Abstract

The late Eocene Castle Rock Conglomerate occurs mostly in Douglas and Elbert counties, Colorado. It is the uppermost and youngest Cenozoic unit in the southern Denver Basin and its outcrops occur in a swath trending from Sedalia southeast to Calhan. The unit is well exposed and topographically prominent, forming flat mesas, steep cliffs, and narrow canyons. The conglomerate is a fluvial unit deposited by a 3- to 10-km-wide braided stream system. Large-scale crossbedding, massive bedding, angular blocks of welded tuff, a variety of other clast lithologies, cut-and-fill structures, fining-upward sequences, fossil logs, and occasional fossilized bones are readily observable. Because the conglomerate is both geologically and scenically striking, it has interested geologists since the late 1860s. Because of improved access to the unit over the last 60 years (in Castlewood Canyon State Park and in county and municipal open spaces) it has increasingly attracted educators, students, and the public.
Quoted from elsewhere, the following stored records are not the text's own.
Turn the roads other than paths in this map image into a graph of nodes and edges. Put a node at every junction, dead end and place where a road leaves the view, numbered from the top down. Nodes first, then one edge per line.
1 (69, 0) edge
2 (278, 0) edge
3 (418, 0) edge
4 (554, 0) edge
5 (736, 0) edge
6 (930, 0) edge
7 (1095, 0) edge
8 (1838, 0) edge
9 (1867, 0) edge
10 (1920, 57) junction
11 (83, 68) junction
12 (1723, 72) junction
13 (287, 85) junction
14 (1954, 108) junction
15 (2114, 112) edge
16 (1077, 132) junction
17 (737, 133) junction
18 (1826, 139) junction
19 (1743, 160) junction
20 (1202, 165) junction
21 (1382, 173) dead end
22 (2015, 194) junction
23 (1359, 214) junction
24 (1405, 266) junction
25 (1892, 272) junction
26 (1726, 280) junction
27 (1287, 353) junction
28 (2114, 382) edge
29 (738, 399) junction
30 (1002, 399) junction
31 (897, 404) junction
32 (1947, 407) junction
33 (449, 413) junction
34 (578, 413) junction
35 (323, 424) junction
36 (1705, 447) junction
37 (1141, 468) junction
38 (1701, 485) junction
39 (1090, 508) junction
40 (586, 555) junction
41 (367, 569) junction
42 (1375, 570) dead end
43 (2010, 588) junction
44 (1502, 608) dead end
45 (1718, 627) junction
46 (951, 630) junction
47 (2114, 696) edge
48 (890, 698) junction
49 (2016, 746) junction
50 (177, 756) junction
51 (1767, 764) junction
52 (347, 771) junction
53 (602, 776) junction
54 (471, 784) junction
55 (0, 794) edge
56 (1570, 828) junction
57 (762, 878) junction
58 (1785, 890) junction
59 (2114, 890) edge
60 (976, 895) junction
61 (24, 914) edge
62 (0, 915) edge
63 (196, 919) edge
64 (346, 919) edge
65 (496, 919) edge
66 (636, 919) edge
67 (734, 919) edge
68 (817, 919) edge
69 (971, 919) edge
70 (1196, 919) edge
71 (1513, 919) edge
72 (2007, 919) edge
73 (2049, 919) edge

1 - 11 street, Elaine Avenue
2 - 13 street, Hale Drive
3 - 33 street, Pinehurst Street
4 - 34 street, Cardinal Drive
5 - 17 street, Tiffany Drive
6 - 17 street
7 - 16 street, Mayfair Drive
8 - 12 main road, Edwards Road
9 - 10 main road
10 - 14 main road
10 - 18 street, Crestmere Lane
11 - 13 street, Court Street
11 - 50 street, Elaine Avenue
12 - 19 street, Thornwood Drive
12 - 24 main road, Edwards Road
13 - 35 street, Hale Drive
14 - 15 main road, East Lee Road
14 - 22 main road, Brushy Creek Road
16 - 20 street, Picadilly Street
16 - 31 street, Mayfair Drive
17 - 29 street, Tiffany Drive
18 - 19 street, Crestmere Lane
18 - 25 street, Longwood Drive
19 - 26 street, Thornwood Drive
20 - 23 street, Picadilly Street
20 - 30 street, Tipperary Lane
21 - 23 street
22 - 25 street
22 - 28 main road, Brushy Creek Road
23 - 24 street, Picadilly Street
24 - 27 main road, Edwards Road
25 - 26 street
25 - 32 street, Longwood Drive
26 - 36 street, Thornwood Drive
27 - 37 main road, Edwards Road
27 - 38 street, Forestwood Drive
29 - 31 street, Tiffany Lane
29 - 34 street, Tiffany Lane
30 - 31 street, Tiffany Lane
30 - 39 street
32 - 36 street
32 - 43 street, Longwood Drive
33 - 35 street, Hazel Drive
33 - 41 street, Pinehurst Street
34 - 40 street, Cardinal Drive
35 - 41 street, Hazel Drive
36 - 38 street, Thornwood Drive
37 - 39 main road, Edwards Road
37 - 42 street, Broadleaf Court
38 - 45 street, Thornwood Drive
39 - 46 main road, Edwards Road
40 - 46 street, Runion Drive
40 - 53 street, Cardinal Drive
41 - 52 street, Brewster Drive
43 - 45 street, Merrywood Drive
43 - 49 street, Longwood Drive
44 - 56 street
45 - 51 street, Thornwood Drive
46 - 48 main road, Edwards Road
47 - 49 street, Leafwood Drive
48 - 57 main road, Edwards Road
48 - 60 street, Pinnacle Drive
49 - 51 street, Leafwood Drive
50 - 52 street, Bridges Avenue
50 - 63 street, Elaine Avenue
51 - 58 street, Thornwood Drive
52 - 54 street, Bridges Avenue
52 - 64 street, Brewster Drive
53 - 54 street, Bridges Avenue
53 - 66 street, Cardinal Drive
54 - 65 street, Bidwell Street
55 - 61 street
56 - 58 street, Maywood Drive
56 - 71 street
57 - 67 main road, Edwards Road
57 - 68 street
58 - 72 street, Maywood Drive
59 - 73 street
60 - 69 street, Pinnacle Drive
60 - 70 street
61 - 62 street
The purpose of this two-part article is to be a source document for future investigators of the formation. Part 1 of the article (the present publication) is a chronology of the description, nomenclature, and mapping of the formation as presented by various investigators over the decades. Part 2 (for future publication) will cover the formation’s geologic history, depositional environment, age, and diagenesis and will present several suggestions for future research.